Why Do Tenants Stay at a Property?
There are many reasons why tenants stay where they are. They may not be able to afford the down payment on a home, or they may just prefer the flexibility of renting. They may be putting off marriage or having children – two factors that frequently lead people to buy homes.
If your tenant has been at your property for more than a year, they are likely to want to stay for a while. A comprehensive study conducted by Zillow found that 40% of tenants who have lived at their rental for more than a year have no plans to move within the next three years. Nearly half of them stated they were happy with their living situation, including the price of rent and the neighborhood. A third of respondents stated that they didn’t want to deal with the stress of moving.
What about the tenants who aren’t happy with their living situation? The study also found that 55% of long-term renters who are planning to move within the next three years planned to move to another rental. This means that most renters continue to be renters. If you have a good tenant, you want them to stay at YOUR rental.
5 Ways to Keep Your Tenant Happy
- Be Available and Responsive
A good tenant/landlord relationship begins with a clear lease that outlines your expectations. If you’re unsure what to include on a lease, check out our other post on Lease Writing 101. Make sure to review your lease with the tenant in person, so they can ask questions about anything they’re unclear on. This will also help you establish a good rapport with them. Let your tenant know the best way for them to contact you, including times you may not be available. If any concerns come up, make sure to respond to them quickly.
A quick response shows your tenant that you care about them and the property. You can further that message by checking in with them on occasion. Tenants can sometimes be hesitant to bother their landlords for small problems, but they should be addressed quickly to prevent them from progressing into a larger one.
- Be Welcoming
When your new tenant moves in, make them feel welcome. Help them feel connected to the neighborhood, so they have more incentive to stay. You can give them a small welcome package with useful information about the area, such as nearby parks, services, or points of interest. Take out menus are also another nice item to include. Give them information that will help them get established and comfortable in the community.
- Respond to Problems Promptly
When issues come up, make sure to respond to them quickly. It’s important to remember that a broken dishwasher or jammed door impacts your tenant’s daily life. Waiting to fix problems can cause them to progress into a larger repair – or worse, frustrate your tenant enough to make them want to leave. Treat their problems like they’re important, no matter how insignificant they seem. You’ll send your tenant a message that you’re reliable and care about their quality of life. After the problem has been resolved, make sure to follow up to make sure that the solution was effective.
- Keep Your Tenants in the Loop
If there’s a change or problem that will impact your property somehow, you should let the tenant know as soon as possible. Even if it’s something minor, like having a gardener trim the hedge, you should keep in mind that this is your tenant’s home. Giving your tenant advanced notice shows them that you respect their privacy, time, and occupancy. Significant changes, like sewer line repair or an increase in utility charges, should be communicated as early as possible.

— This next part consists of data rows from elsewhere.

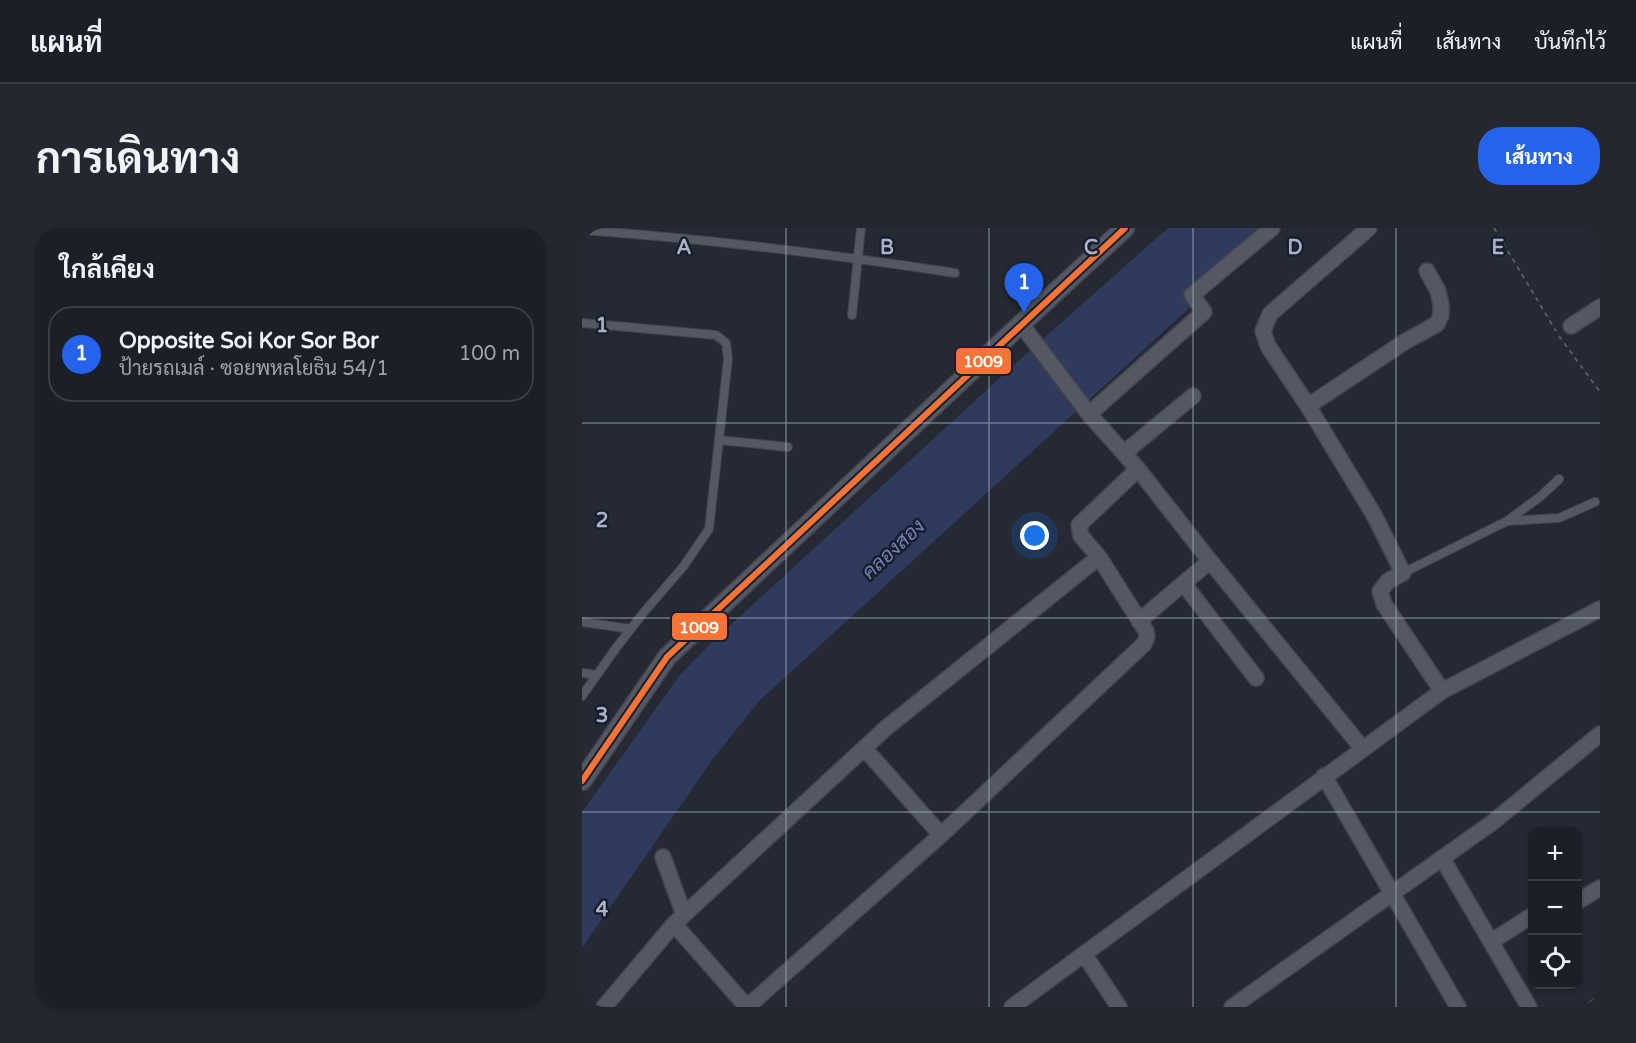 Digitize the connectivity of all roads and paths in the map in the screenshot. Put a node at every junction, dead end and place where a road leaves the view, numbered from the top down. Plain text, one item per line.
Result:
1 (861, 228) edge
2 (1125, 228) edge
3 (1272, 228) edge
4 (1369, 228) edge
5 (1494, 228) edge
6 (582, 230) edge
7 (652, 232) edge
8 (858, 258) junction
9 (1427, 271) dead end
10 (954, 273) dead end
11 (1600, 307) edge
12 (852, 315) dead end
13 (582, 323) edge
14 (1571, 326) dead end
15 (1026, 331) junction
16 (1600, 392) edge
17 (1194, 396) dead end
18 (1308, 406) junction
19 (1089, 414) junction
20 (719, 440) junction
21 (788, 447) dead end
22 (1124, 453) junction
23 (1138, 469) junction
24 (1559, 478) dead end
25 (1595, 502) dead end
26 (1507, 521) junction
27 (1099, 557) junction
28 (1210, 561) junction
29 (1402, 573) junction
30 (1184, 584) junction
31 (1600, 609) edge
32 (1139, 621) junction
33 (582, 622) edge
34 (631, 629) junction
35 (582, 673) edge
36 (597, 675) junction
37 (1256, 678) dead end
38 (1442, 691) junction
39 (582, 696) edge
40 (1600, 734) edge
41 (864, 748) junction
42 (1364, 749) junction
43 (1324, 776) junction
44 (582, 781) edge
45 (941, 835) junction
46 (663, 857) dead end
47 (1442, 858) junction
48 (1600, 888) edge
49 (1392, 893) junction
50 (1582, 899) edge
51 (1528, 918) edge
52 (679, 920) junction
53 (1492, 941) junction
54 (1084, 954) junction
55 (604, 1007) edge
56 (747, 1007) edge
57 (1012, 1007) edge
58 (1119, 1007) edge
59 (1232, 1007) edge
60 (1458, 1007) edge
61 (1529, 1007) edge

1 - 8 lane
2 - 15 street
3 - 19 street
4 - 18 street
5 - 16 path
6 - 7 lane
7 - 8 lane
8 - 10 lane
8 - 12 lane
9 - 18 street
11 - 14 street
13 - 20 lane
15 - 19 street
15 - 44 street
17 - 22 street
18 - 29 street
19 - 22 street
20 - 21 lane
20 - 34 lane
22 - 23 street
23 - 27 street
23 - 28 street
24 - 26 lane
25 - 26 lane
26 - 29 lane
27 - 32 street
27 - 41 street
28 - 30 street
28 - 42 street
29 - 38 street
30 - 32 street
30 - 37 street
31 - 38 street
32 - 45 street
33 - 34 lane
34 - 36 lane
35 - 36 lane
36 - 39 lane
38 - 42 street
40 - 47 street
41 - 45 street
41 - 52 street
42 - 43 street
43 - 49 street
43 - 54 street
45 - 56 street
46 - 52 street
47 - 49 street
47 - 53 street
48 - 50 street
49 - 59 street
49 - 60 street
51 - 53 street
52 - 55 street
52 - 56 street
53 - 61 street
54 - 57 street
54 - 58 street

- Be Human and Approachable
Your rental property is a business, and you should manage it like one. However, this doesn’t mean that you should treat your tenants like they are inferior to you. A good manager knows how to manage things while still treating their employees considerately and respectfully.

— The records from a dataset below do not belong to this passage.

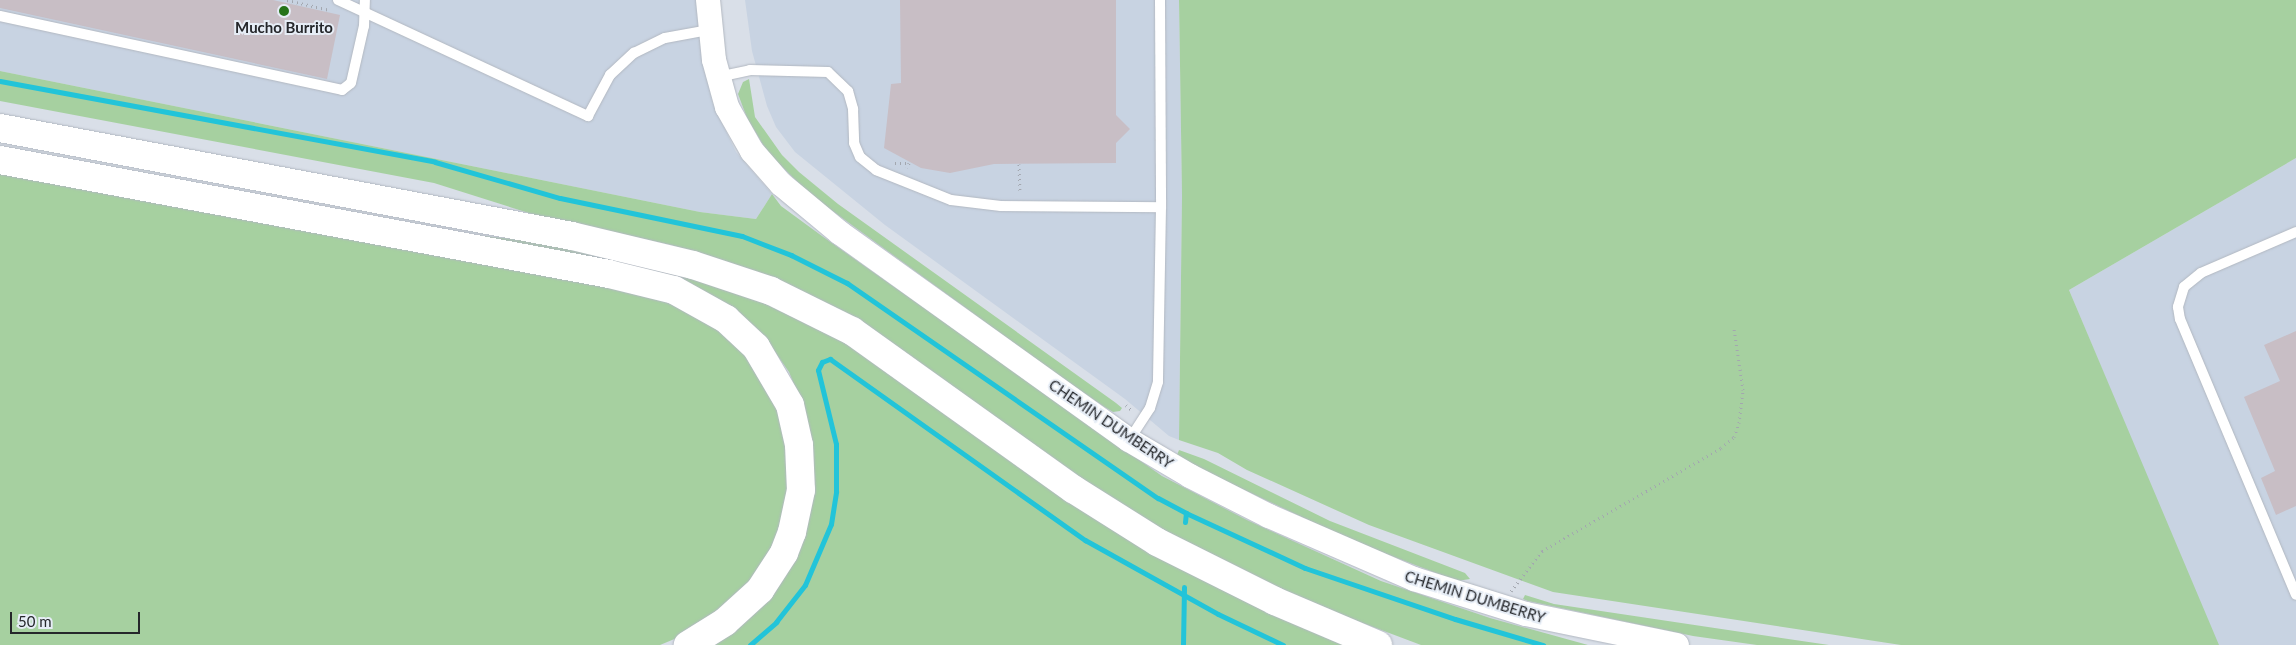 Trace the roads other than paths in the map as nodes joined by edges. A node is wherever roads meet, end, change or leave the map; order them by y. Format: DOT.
graph roads {
  1 [pos="338,0"];
  2 [pos="365,0"];
  3 [pos="708,0"];
  4 [pos="1160,0"];
  5 [pos="365,12"];
  6 [pos="0,16"];
  7 [pos="709,30"];
  8 [pos="717,77"];
  9 [pos="0,128"];
  10 [pos="0,160"];
  11 [pos="1161,207"];
  12 [pos="2296,232"];
  13 [pos="1130,440"];
  14 [pos="2296,595"];
  15 [pos="688,645"];
  16 [pos="1378,645"];
  17 [pos="1677,645"];
  1 -- 5 [label="lane"];
  2 -- 5 [label="lane"];
  3 -- 7 [label="street, CHEMIN DUMBERRY"];
  4 -- 11 [label="lane"];
  5 -- 6 [label="lane"];
  5 -- 7 [label="lane"];
  7 -- 8 [label="street, CHEMIN DUMBERRY"];
  8 -- 11 [label="lane"];
  8 -- 13 [label="street, CHEMIN DUMBERRY"];
  9 -- 16 [label="highway"];
  10 -- 15 [label="highway"];
  11 -- 13 [label="lane"];
  12 -- 14 [label="lane"];
  13 -- 17 [label="street, CHEMIN DUMBERRY"];
}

If you have a great tenant who is having personal problems, like losing their job, you may want to consider whether the “all business” approach is best. Do you really want to tack on late fees, and make things harder for a good tenant? You should always be cautious when making exceptions to your policies, but in some cases, it may be better to give a good tenant leeway. They’ll be grateful for your understanding and will be more likely to stay in your rental. Like most relationships, the tenant/landlord relationship requires investment. By being respectful and thoughtful about your tenant’s needs, you can improve the chances they’ll want to stay. If they are still set on moving when it’s time for the lease to renew, ask them why. In some cases, it may be beyond your control, but there’s a possibility you can improve on your processes to make them happier. If not, you can use this information to inform you of what you can do differently with the next tenant.